Important: Copying the Server and Client Files to Their Appropriate Directories 

  1. Copy these files from C:\Program Files\OpenVPN\easy-rsa\ or C:\Program Files\OpenVPN\easy-rsa\keys\  to C:\Program Files\OpenVPN\config\ on the server:
    ca.crt
    dh1024.pem (in the later versions this file may be named dh4096.pem)
    server.crt
    server.key
    server.ovpn
  2. Copy these files from C:\Program Files\OpenVPN\easy-rsa\ on the server to C:\Program Files\OpenVPN\config\ on each client (mike-laptop, in this example):
    ca.crt
    mike-laptop.crt
    mike-laptop.key
    mike-laptop.ovpn
  3. Enclosed is a picture of the C:\Program Files\OpenVPN\Config folder which contains both the server and client configuration files. Note: client configuration files are not necessary on the server installation.

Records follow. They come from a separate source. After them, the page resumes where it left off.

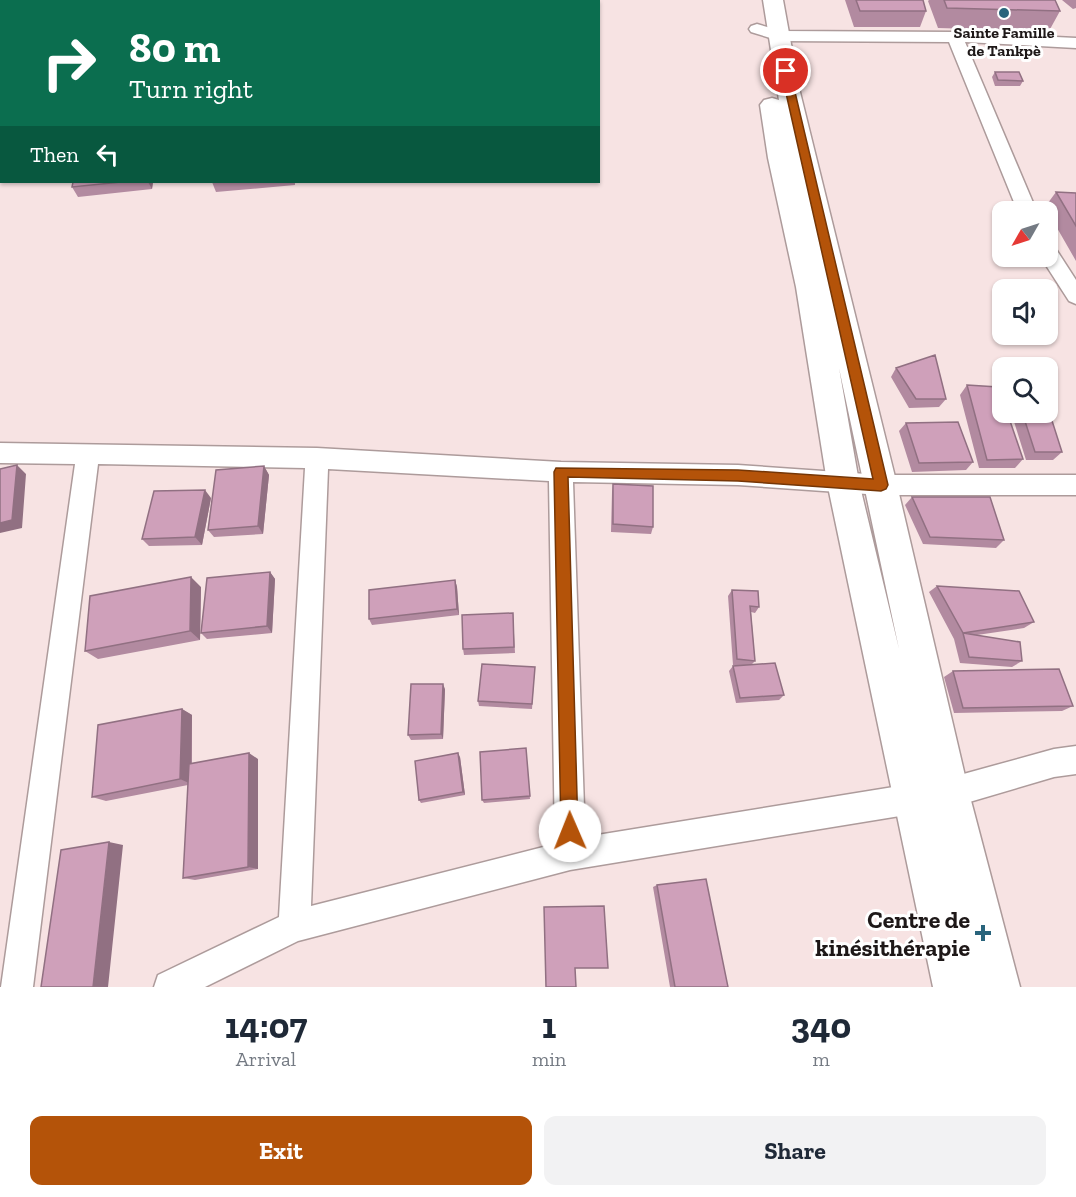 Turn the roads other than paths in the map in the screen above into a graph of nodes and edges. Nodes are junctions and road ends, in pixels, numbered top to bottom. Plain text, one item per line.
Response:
1 (773, 0) edge
2 (763, 22) edge
3 (955, 37) junction
4 (1076, 43) edge
5 (1023, 201) edge
6 (1057, 267) edge
7 (1076, 296) edge
8 (0, 453) edge
9 (88, 454) junction
10 (317, 458) junction
11 (561, 472) junction
12 (843, 482) junction
13 (881, 485) junction
14 (1076, 485) edge
15 (1076, 760) edge
16 (949, 793) junction
17 (915, 799) junction
18 (570, 855) junction
19 (294, 926) junction
20 (17, 987) edge
21 (170, 987) edge
22 (956, 987) edge
23 (998, 987) edge

1 - 2 main road
2 - 3 street
2 - 12 main road
2 - 13 main road
3 - 4 street
3 - 5 street
6 - 7 street
8 - 9 street
9 - 10 street
9 - 20 street
10 - 11 street
10 - 19 street
11 - 12 street
11 - 18 street
12 - 13 street
12 - 17 main road
13 - 14 street
13 - 16 main road
15 - 16 street
16 - 17 street
16 - 23 main road
17 - 18 street
17 - 22 main road
18 - 19 street
19 - 21 street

Executing OpenVPN Software: 

  1. Start the OpenVPN server from Start Menu -> All Programs -> OpenVPN -> OpenVPN GUI
  2. Double-click the icon which shows up in the system tray (lower left corner) to initiate the connection. The resulting dialog should close upon a successful start.

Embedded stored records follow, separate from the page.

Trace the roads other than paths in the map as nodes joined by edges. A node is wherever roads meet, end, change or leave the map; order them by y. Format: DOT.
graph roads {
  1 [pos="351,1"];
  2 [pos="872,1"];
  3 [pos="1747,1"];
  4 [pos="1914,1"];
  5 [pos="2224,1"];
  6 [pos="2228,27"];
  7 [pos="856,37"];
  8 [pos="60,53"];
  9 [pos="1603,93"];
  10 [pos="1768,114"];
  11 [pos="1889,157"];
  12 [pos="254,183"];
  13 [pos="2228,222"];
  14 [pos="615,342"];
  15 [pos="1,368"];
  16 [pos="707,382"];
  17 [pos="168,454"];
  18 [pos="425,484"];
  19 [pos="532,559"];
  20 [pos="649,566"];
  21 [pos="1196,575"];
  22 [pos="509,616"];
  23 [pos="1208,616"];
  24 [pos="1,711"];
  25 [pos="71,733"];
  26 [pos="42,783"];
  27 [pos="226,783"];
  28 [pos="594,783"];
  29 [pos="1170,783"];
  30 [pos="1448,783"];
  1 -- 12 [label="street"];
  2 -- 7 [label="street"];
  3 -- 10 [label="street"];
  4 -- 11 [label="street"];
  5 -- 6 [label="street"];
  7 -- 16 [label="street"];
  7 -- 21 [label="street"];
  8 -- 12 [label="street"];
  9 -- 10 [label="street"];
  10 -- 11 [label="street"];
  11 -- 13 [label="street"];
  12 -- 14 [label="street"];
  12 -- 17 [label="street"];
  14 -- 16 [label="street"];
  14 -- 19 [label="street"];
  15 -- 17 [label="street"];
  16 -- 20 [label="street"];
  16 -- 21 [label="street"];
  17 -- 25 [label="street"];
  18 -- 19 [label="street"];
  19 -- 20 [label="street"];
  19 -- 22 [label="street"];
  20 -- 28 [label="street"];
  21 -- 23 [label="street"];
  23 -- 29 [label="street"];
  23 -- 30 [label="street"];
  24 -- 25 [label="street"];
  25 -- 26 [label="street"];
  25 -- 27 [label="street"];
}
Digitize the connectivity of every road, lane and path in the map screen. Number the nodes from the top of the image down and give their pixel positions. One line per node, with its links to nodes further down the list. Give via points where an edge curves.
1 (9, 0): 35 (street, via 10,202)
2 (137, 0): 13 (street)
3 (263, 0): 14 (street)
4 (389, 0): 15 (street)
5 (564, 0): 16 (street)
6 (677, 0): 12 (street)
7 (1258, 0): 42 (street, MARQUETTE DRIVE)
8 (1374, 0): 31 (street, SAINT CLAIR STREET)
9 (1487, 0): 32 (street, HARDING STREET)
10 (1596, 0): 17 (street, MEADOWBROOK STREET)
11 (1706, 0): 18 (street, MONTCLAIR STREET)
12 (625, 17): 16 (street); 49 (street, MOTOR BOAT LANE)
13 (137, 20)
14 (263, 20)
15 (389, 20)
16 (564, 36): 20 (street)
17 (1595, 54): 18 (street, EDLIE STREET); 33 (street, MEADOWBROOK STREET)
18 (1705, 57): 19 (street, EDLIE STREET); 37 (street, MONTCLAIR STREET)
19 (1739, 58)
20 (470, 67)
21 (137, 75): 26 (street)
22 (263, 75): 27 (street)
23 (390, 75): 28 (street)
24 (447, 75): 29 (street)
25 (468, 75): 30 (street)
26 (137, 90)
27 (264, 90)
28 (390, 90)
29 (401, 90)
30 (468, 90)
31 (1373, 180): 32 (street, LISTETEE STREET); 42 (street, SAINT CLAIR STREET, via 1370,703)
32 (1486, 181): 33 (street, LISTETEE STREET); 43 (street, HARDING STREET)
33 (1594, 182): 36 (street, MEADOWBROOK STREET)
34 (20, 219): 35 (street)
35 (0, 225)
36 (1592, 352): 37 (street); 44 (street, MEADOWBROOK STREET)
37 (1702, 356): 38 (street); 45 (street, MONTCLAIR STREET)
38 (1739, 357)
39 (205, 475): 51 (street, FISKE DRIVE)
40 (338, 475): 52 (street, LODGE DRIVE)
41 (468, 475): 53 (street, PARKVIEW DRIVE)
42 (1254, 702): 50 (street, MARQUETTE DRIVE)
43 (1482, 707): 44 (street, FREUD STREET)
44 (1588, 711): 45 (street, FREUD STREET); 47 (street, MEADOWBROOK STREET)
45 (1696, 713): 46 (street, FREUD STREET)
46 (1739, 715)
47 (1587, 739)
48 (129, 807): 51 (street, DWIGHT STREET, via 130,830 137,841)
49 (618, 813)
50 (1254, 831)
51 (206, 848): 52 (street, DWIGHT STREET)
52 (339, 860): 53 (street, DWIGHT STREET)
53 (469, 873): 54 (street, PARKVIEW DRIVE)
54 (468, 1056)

Further Considerations / Troubleshooting:

Firewall Configuration

If you have connection problems, make sure to set a rule on your server's firewall allowing incoming traffic on UDP port 1194.

Port Forwarding

If your server is behind a router, you will need to forward the port chosen for OpenVPN (in this example UDP 1194) to the server. Consult your router's documentation for details on this.

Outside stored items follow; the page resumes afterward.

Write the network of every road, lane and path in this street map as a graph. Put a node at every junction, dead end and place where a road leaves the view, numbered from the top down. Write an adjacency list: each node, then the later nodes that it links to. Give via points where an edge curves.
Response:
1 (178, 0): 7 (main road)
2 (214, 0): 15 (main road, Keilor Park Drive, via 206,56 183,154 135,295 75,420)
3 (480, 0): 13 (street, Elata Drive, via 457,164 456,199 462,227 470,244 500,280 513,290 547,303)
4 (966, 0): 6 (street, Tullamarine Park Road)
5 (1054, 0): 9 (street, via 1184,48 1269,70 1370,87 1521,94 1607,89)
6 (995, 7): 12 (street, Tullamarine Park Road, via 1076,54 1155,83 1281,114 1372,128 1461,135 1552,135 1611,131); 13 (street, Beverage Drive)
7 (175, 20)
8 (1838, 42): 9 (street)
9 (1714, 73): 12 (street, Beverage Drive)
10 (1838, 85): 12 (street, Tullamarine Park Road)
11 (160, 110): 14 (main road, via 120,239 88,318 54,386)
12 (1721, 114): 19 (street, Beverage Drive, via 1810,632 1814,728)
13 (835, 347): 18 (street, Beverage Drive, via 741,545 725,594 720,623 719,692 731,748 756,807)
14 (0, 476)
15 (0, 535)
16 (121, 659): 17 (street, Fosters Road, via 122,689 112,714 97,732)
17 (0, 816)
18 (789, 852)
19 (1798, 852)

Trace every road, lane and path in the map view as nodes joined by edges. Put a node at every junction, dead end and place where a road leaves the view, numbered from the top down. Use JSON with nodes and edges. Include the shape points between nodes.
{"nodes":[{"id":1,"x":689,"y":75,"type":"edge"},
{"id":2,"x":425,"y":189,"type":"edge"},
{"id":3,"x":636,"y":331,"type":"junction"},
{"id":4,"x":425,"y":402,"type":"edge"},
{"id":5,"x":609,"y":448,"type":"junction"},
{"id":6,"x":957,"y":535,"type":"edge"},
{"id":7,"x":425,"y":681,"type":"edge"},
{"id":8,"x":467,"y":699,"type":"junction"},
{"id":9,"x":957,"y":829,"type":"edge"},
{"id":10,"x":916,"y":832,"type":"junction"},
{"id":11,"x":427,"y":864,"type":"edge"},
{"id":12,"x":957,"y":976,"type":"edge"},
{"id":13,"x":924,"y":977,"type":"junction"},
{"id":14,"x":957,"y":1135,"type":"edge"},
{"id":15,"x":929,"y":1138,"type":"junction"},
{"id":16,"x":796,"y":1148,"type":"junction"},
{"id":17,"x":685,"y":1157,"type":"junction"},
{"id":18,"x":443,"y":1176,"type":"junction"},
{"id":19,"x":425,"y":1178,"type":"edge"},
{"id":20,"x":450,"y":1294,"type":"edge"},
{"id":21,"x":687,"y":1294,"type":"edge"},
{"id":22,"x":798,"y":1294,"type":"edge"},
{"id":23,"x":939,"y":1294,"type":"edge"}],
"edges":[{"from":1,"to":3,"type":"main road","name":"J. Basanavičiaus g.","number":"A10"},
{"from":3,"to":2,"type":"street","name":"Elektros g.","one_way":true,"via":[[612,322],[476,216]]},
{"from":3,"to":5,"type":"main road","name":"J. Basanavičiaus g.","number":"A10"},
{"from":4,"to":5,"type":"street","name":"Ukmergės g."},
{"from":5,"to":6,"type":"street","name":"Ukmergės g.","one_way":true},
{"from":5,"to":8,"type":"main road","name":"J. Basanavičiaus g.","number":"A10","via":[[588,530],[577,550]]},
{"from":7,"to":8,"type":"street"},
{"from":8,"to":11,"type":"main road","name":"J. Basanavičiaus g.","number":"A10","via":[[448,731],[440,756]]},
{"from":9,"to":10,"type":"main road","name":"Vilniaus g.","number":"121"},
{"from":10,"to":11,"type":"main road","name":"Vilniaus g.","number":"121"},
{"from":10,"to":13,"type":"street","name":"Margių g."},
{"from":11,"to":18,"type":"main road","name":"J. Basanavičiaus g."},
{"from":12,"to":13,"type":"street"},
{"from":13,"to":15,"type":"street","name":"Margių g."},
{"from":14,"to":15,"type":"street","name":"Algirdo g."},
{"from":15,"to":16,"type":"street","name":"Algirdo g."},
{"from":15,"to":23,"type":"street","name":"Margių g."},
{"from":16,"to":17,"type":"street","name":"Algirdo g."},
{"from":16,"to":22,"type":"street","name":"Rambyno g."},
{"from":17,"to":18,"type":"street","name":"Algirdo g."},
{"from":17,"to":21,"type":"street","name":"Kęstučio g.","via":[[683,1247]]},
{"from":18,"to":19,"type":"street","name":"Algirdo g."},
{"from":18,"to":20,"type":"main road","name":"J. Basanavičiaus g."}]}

To set up port forwarding, you will likely need to set up the server with a static local IP address instead of the default dynamic (changing) IP. Instructions for Windows XP may be found here. Make sure to choose a static IP address that is not in the range your router might assign as a dynamic IP, but is within the router's subnet (usually 192.168.0.xxx , 10.0.0.xxx , or similar).

Static Internet IP

Your server will need to have a static internet IP or Domain Name to be accessible over the long term. One solution is to sign up for an account with DynDNS and install the DynDNS Updater on your server. When signing up you will determine the static Domain Name of your server. (For example, "myserver.dyndns.org") You will use this Domain Name in the client configuration files as part of the "remote" directive.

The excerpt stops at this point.